The two women met shortly after Killingsworth opened The Ivory Thimble in Lindsborg. Wilson brought in a pile of Swedish folk costume patterns she collected over the years and plunked it down on the counter.

“I said, ‘you have to know this — this is going to be big for you,’” Wilson said.

“I do costume design,” Killingsworth acknowledged. “I can do anything for people, and people in Lindsborg need a lot of Swedish costumes.”

The pair would confer together, bringing Killingsworth’s knowledge of fabrics and fashion together with Wilson’s familiarity with Swedish history.

“We had a really good combination of knowledge,” Wilson said.

Then, an idea for a Lindsborg folk costume was born.

“(Killingsworth) approached me last November and said ‘I want to design a Lindsborg Swedish costume, will you co-design it with me,’” Wilson said.

Killingsworth and Wilson researched rural clothing, both Swedish and American, from 1867-1900.

“Right away, we both really wanted the costumes to represent both our Swedish and American heritage,” Wilson said.

The women’s outfit includes a high-collared white blouse and green ankle-length skirt over which are worn a yellow linen vest trimmed in blue and a white apron with a floral design.

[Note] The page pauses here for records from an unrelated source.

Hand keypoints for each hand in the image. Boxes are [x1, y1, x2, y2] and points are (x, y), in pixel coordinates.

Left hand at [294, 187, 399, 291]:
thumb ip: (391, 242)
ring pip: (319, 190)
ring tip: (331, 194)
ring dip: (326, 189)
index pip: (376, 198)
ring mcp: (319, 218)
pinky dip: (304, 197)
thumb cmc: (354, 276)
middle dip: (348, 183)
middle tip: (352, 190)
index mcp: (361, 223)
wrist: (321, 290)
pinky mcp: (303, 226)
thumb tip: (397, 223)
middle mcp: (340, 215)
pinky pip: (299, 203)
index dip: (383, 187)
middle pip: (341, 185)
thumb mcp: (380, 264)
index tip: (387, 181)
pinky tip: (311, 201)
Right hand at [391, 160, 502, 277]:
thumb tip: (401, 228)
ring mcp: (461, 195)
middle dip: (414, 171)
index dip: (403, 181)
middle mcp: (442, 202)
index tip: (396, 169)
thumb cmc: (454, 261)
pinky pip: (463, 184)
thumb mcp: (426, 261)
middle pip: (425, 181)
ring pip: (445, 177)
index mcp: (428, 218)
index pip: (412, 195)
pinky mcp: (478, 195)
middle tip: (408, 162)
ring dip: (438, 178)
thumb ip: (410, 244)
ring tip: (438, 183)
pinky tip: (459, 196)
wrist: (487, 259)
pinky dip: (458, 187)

The men’s costume consists of olive green trousers and a white shirt worn underneath a red vest. Both men and women include a red patterned neck rag in their ensembles. Women, girls and boys (who don knee-length trousers) also wear white stockings.

“We asked people what reminded them of the Smoky Valley,” Killingsworth said. “That yellow, red and green, those were all colors that people threw out there.”

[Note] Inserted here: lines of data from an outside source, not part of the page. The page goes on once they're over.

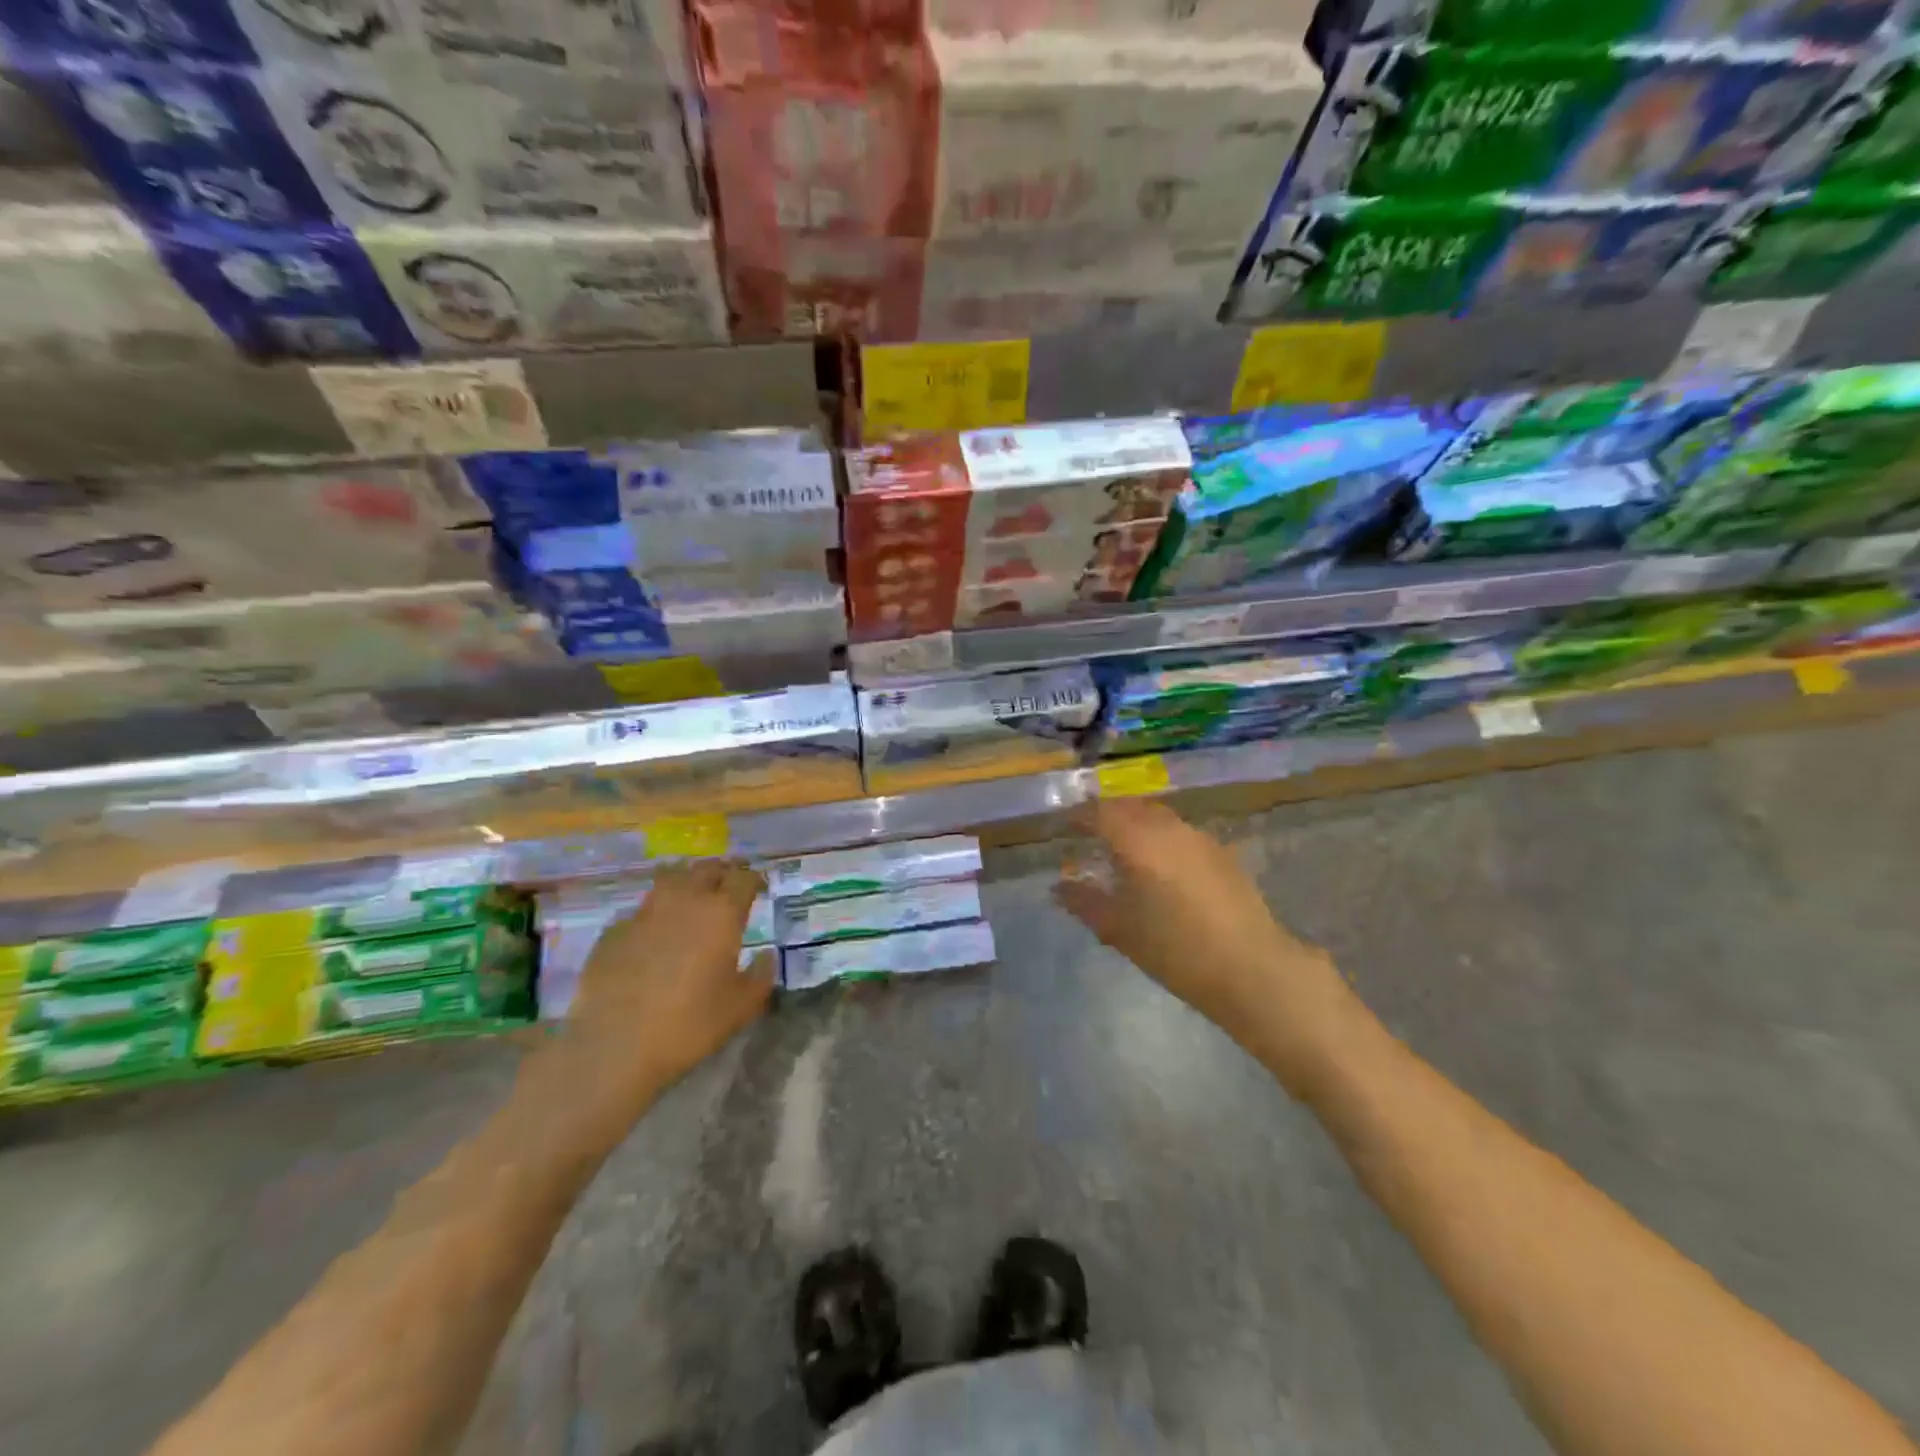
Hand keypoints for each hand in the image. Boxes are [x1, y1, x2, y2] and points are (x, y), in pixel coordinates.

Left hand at [551, 861, 775, 1128]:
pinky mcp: (615, 930)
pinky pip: (642, 909)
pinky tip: (655, 931)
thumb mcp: (741, 1007)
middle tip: (729, 884)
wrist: (613, 1045)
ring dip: (688, 881)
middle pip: (707, 869)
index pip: (743, 878)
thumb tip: (765, 956)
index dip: (754, 878)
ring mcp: (645, 912)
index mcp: (722, 914)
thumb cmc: (688, 1025)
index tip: (758, 886)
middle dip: (722, 872)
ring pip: (671, 878)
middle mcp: (685, 901)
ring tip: (693, 895)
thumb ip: (761, 976)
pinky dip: (656, 911)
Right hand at [1054, 799, 1362, 1096]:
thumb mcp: (1119, 929)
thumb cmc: (1174, 949)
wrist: (1250, 967)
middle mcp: (1168, 827)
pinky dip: (1161, 839)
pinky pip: (1180, 833)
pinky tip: (1162, 868)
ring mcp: (1199, 837)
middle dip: (1107, 815)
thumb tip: (1059, 887)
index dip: (1078, 816)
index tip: (1063, 826)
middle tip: (1090, 835)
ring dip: (1136, 825)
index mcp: (1137, 839)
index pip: (1099, 812)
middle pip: (1130, 807)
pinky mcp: (1222, 853)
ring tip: (1124, 851)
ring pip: (1158, 817)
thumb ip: (1084, 902)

The outfits are accented with silver buttons resembling smashed buffalo-head nickels.

“The costume’s colors, cuts, fabrics — even the hats and buttons — tell a vivid story at a glance of our history and culture, both Swedish and American,” said Lindsborg Mayor Becky Anderson in proclaiming Lindsborg’s Svensk Folkdräkt on May 7. 

Beyond being colorful, function was a major consideration in the costume’s design. In the 1800s, neck rags, usually made of silk, could be used to strain water for drinking, mark a trail or be used as a sling or tourniquet.

“They would have used a neck rag on the farm all the time,” Killingsworth said.

The blue kick hem on the skirt can be replaced as it accumulates dirt and wear from use.

“It just adds new life to the skirt and you get more years out of it,” Wilson said.

Both women emphasized that what makes the costume special to Lindsborg is the design and the colors.

“We’re actually encouraging groups to make slight changes,” Wilson said. “...I think that makes the costumes fun to wear.”

Those who have costume passed from earlier generations or made to reflect a person’s heritage from a particular Swedish province are still welcomed in Lindsborg. For others who are new to the community and may not have Swedish heritage — like Wilson and Killingsworth — wearing the official Lindsborg costume gives them the chance to identify with the town.

“You may not be able to find this exact fabric that we used anymore, but you can use something that’s the same color,” Killingsworth said.

Hats can also be customized to be made from wool, straw or cloth, as the season dictates, and colors may be chosen to represent sacred and secular groups.

“We thought that’s a part of the costume we can leave up to individuals,” Wilson said.

Killingsworth and Wilson want to offer printed patterns for Lindsborg’s Svensk Folkdräkt in time for the sesquicentennial year. 

They estimate it will take $20,000 to develop instructions and illustrations, digitize the pattern pieces in several sizes for men’s, women’s and children’s costumes and print the patterns for others to use.

“We really do want it to be user-friendly,” Killingsworth said.

Once the patterns can be offered for sale, those proceeds will fund development of accompanying period coats.

The launch of the costume’s design is timely, with the community’s 150th anniversary coming up in 2019, a year in which Lindsborg will also hold its Svensk Hyllningsfest.